The Hadoop-Based Landing Zone
When you try to puzzle out what an analytics environment might look like in the future, you stumble across the pattern of the Hadoop-based landing zone time and time again. In fact, it’s no longer even a futures-oriented discussion because the landing zone has become the way that forward-looking companies now try to save IT costs, and provide a platform for innovative data analysis.
So what exactly is the landing zone? At the most basic level, the landing zone is merely the central place where data will land in your enterprise — weekly extractions of data from operational databases, for example, or from systems generating log files. Hadoop is a useful repository in which to land data, for these reasons:
It can handle all kinds of data.
It’s easily scalable.
Once you land data in Hadoop, you have the flexibility to query, analyze, or process the data in a variety of ways.
This diagram only shows part of the story and is by no means complete. After all, you need to know how the data moves from the landing zone to the data warehouse, and so on.
The starting point for the discussion on modernizing a data warehouse has to be how organizations use data warehouses and the challenges IT departments face with them.
In the 1980s, once organizations became good at storing their operational information in relational databases (sales transactions, for example, or supply chain statuses), business leaders began to want reports generated from this relational data. The earliest relational stores were operational databases and were designed for Online Transaction Processing (OLTP), so that records could be inserted, updated, or deleted as quickly as possible.
This is an impractical architecture for large scale reporting and analysis, so Relational Online Analytical Processing (ROLAP) databases were developed to meet this need. This led to the evolution of a whole new kind of RDBMS: a data warehouse, which is a separate entity and lives alongside an organization’s operational data stores.
This comes down to using purpose-built tools for greater efficiency: you have operational data stores, which are designed to efficiently process transactions, and data warehouses, which are designed to support repeated analysis and reporting.
Data warehouses are under increasing stress though, for the following reasons:
Increased demand to keep longer periods of data online.
Increased demand for processing resources to transform data for use in other warehouses and data marts.
Increased demand for innovative analytics, which requires analysts to pose questions on the warehouse data, on top of the regular reporting that’s already being done.
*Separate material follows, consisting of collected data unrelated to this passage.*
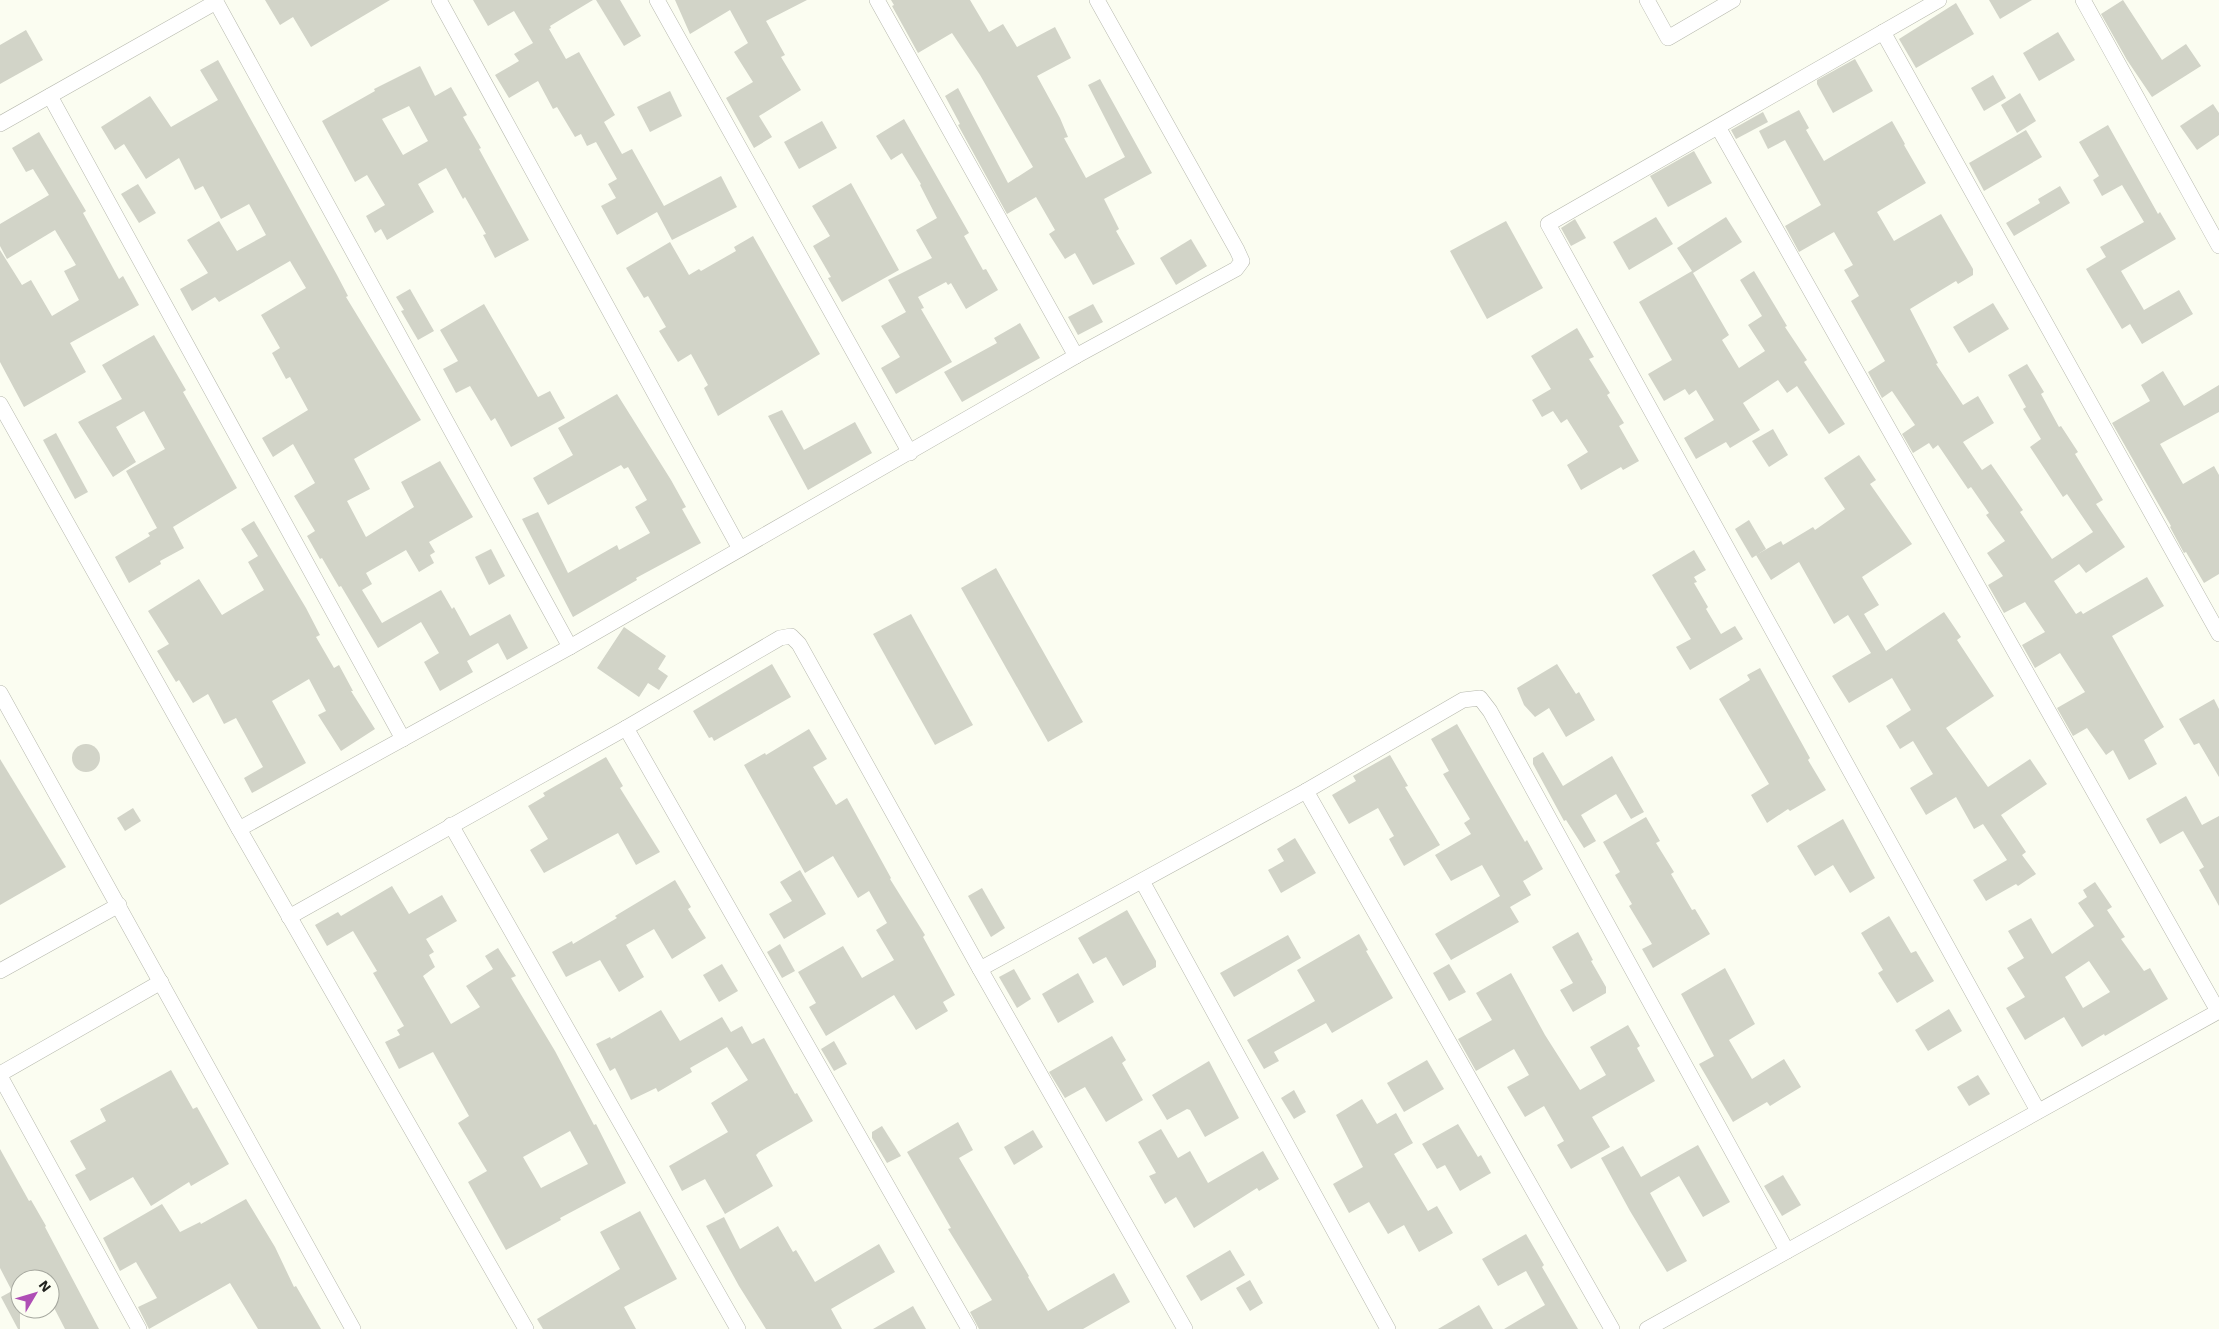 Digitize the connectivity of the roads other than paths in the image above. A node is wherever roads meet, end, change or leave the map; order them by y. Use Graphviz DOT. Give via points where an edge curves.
graph roads {
  1 [pos="439,0"];
  2 [pos="657,0"];
  3 [pos="877,0"];
  4 [pos="1097,0"];
  5 [pos="1647,0"];
  6 [pos="1733,0"];
  7 [pos="1939,0"];
  8 [pos="2083,0"];
  9 [pos="216,1"];
  10 [pos="1883,32"];
  11 [pos="50,96"];
  12 [pos="0,124"];
  13 [pos="1718,127"];
  14 [pos="2219,246"];
  15 [pos="1076,356"];
  16 [pos="0,404"];
  17 [pos="910,453"];
  18 [pos="740,549"];
  19 [pos="2219,634"];
  20 [pos="570,647"];
  21 [pos="0,693"];
  22 [pos="626,728"];
  23 [pos="403,739"];
  24 [pos="1306,791"];
  25 [pos="451,825"];
  26 [pos="238,829"];
  27 [pos="1142,881"];
  28 [pos="119,905"];
  29 [pos="289,917"];
  30 [pos="980,969"];
  31 [pos="0,971"];
  32 [pos="161,982"];
  33 [pos="2219,1011"];
  34 [pos="0,1075"];
  35 [pos="2038,1112"];
  36 [pos="1787,1251"];
  37 [pos="138,1329"];
  38 [pos="353,1329"];
  39 [pos="526,1329"];
  40 [pos="738,1329"];
  41 [pos="968,1329"];
  42 [pos="1186,1329"];
  43 [pos="1388,1329"];
  44 [pos="1612,1329"];
  45 [pos="1647,1329"];
  1 -- 18 [label="street"];
  2 -- 17 [label="street"];
  3 -- 15 [label="street"];
  4 -- 15 [label="street" via="1242,261 1236,268"];
  5 -- 6 [label="street" via="1668,38"];
  7 -- 10 [label="street"];
  8 -- 14 [label="street"];
  9 -- 11 [label="street"];
  9 -- 20 [label="street"];
  10 -- 13 [label="street"];
  10 -- 19 [label="street"];
  11 -- 12 [label="street"];
  11 -- 23 [label="street"];
  13 -- 33 [label="street"];
  13 -- 35 [label="street" via="1548,224"];
  15 -- 17 [label="street"];
  16 -- 26 [label="street"];
  17 -- 18 [label="street"];
  18 -- 20 [label="street"];
  20 -- 23 [label="street"];
  21 -- 28 [label="street"];
  22 -- 25 [label="street"];
  22 -- 30 [label="street" via="780,638 791,636 799,644"];
  22 -- 41 [label="street"];
  23 -- 26 [label="street"];
  24 -- 27 [label="street"];
  24 -- 36 [label="street" via="1463,700 1480,698"];
  24 -- 44 [label="street"];
  25 -- 29 [label="street"];
  25 -- 40 [label="street"];
  26 -- 29 [label="street"];
  27 -- 30 [label="street"];
  27 -- 43 [label="street"];
  28 -- 31 [label="street"];
  28 -- 32 [label="street"];
  29 -- 39 [label="street"];
  30 -- 42 [label="street"];
  32 -- 34 [label="street"];
  32 -- 38 [label="street"];
  33 -- 35 [label="street"];
  34 -- 37 [label="street"];
  35 -- 36 [label="street"];
  36 -- 45 [label="street"];
}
This can incur significant additional processing.
In the figure, you can see the data warehouse presented as the primary resource for the various kinds of analysis listed on the far right side of the figure. Here you also see the concept of a landing zone represented, where Hadoop will store data from a variety of incoming data sources.
To enable a Hadoop landing zone, you’ll need to ensure you can write data from the various data sources to HDFS. For relational databases, a good solution would be to use Sqoop.
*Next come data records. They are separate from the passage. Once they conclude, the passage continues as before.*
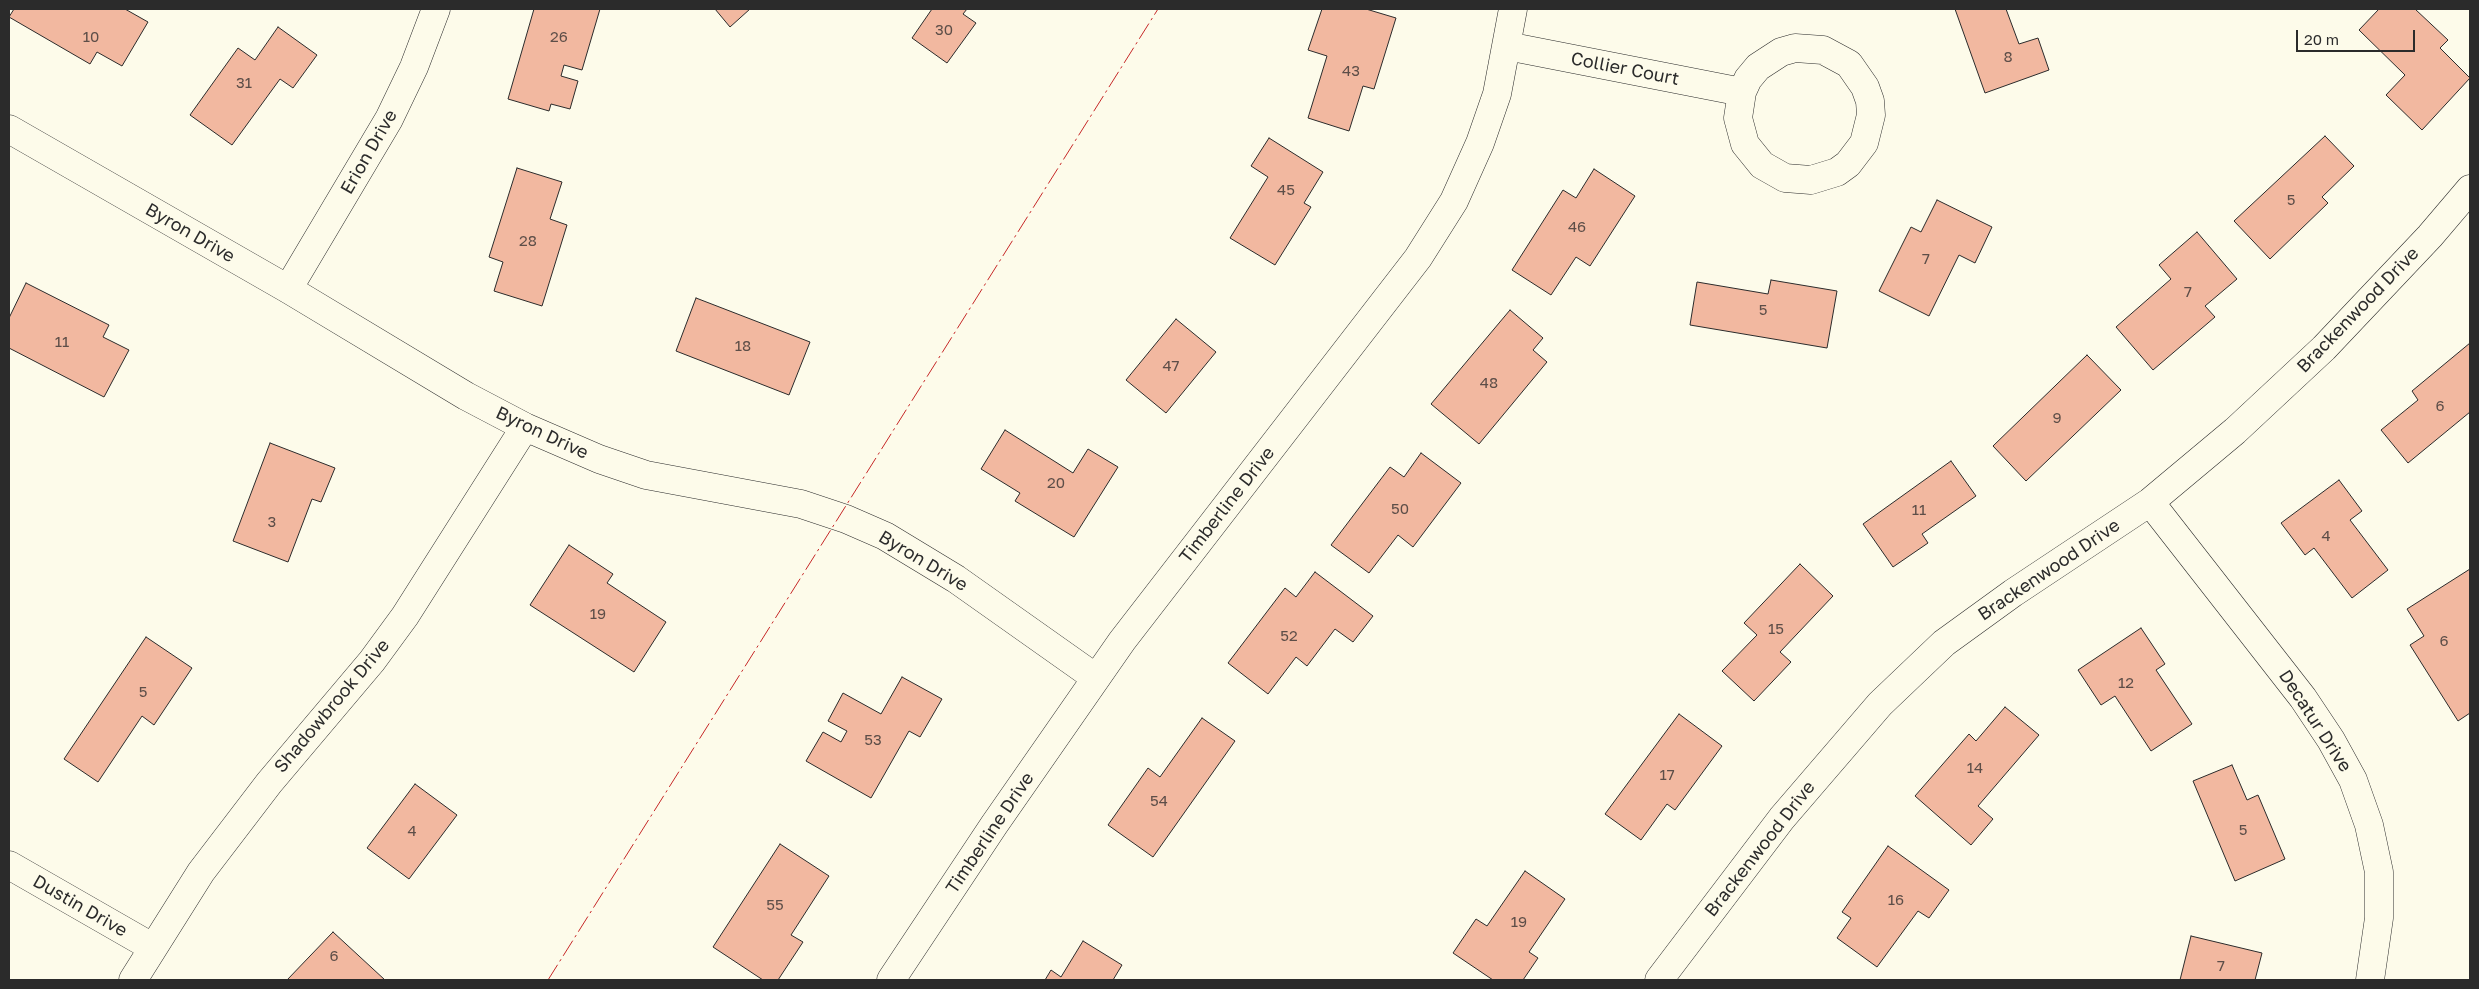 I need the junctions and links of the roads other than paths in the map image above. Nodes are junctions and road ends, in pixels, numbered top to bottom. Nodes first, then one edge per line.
1 (436, 9) edge
2 (1513, 9) edge
3 (1508, 46) junction
4 (1742, 92) junction
5 (9, 129) edge
6 (2470, 189) edge
7 (288, 289) junction
8 (525, 427) junction
9 (2150, 502) junction
10 (1096, 678) junction
11 (9, 865) edge
12 (152, 948) junction
13 (133, 980) edge
14 (892, 980) edge
15 (1659, 980) edge
16 (2370, 980) edge

1 - 7 street, Erion Drive
2 - 3 street, Timberline Drive
3 - 4 street, Collier Court
3 - 10 street, Timberline Drive
4 - 4 street
5 - 7 street, Byron Drive
6 - 9 street, Brackenwood Drive
7 - 8 street, Byron Drive
8 - 10 street, Byron Drive
8 - 12 street, Shadowbrook Drive
9 - 15 street, Brackenwood Drive
9 - 16 street, Decatur Drive
10 - 14 street, Timberline Drive
11 - 12 street, Dustin Drive
12 - 13 street, Shadowbrook Drive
But landing the data is only the beginning.
When you’re moving data from many sources into your landing zone, one issue that you’ll inevitably run into is data quality. It’s common for companies to have many operational databases where key details are different, for example, that a customer might be known as “D. deRoos” in one database, and “Dirk deRoos” in another.
Another quality problem lies in systems where there’s a heavy reliance on manual data entry, either from customers or staff — here, it’s not uncommon to find first names and last names switched around or other misinformation in the data fields.
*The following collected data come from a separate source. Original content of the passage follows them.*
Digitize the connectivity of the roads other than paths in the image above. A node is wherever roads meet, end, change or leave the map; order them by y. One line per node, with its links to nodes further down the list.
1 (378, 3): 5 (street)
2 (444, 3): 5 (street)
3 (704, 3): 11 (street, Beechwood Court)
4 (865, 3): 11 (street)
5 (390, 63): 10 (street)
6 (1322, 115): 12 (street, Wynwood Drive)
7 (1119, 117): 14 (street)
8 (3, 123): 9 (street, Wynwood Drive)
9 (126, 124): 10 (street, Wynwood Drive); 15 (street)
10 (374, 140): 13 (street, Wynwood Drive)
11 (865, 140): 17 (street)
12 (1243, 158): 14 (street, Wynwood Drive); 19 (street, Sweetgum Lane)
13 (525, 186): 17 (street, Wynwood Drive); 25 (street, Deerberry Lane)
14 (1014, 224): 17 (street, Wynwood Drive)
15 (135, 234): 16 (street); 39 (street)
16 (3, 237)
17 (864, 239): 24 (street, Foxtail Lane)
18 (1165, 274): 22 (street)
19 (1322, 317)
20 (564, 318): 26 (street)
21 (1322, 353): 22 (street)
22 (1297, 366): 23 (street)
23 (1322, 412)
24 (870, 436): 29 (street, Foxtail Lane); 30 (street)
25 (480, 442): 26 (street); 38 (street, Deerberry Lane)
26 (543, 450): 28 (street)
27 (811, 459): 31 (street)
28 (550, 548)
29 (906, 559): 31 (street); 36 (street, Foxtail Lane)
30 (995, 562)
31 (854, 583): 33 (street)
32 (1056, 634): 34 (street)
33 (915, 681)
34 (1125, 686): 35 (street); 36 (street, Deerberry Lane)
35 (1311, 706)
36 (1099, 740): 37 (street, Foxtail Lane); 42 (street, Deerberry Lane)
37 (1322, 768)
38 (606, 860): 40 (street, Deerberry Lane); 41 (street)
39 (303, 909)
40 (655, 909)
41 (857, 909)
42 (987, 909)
Data quality issues are a big deal for data warehouse environments, and that’s why a lot of effort goes into cleansing and validation steps as data from other systems are processed as it’s loaded into the warehouse. It all comes down to trust: if the data you’re asking questions against is dirty, you can’t trust the answers in your reports.
So while there’s huge potential in having access to many different data sets from different sources in your Hadoop landing zone, you have to factor in data quality and how much you can trust the data.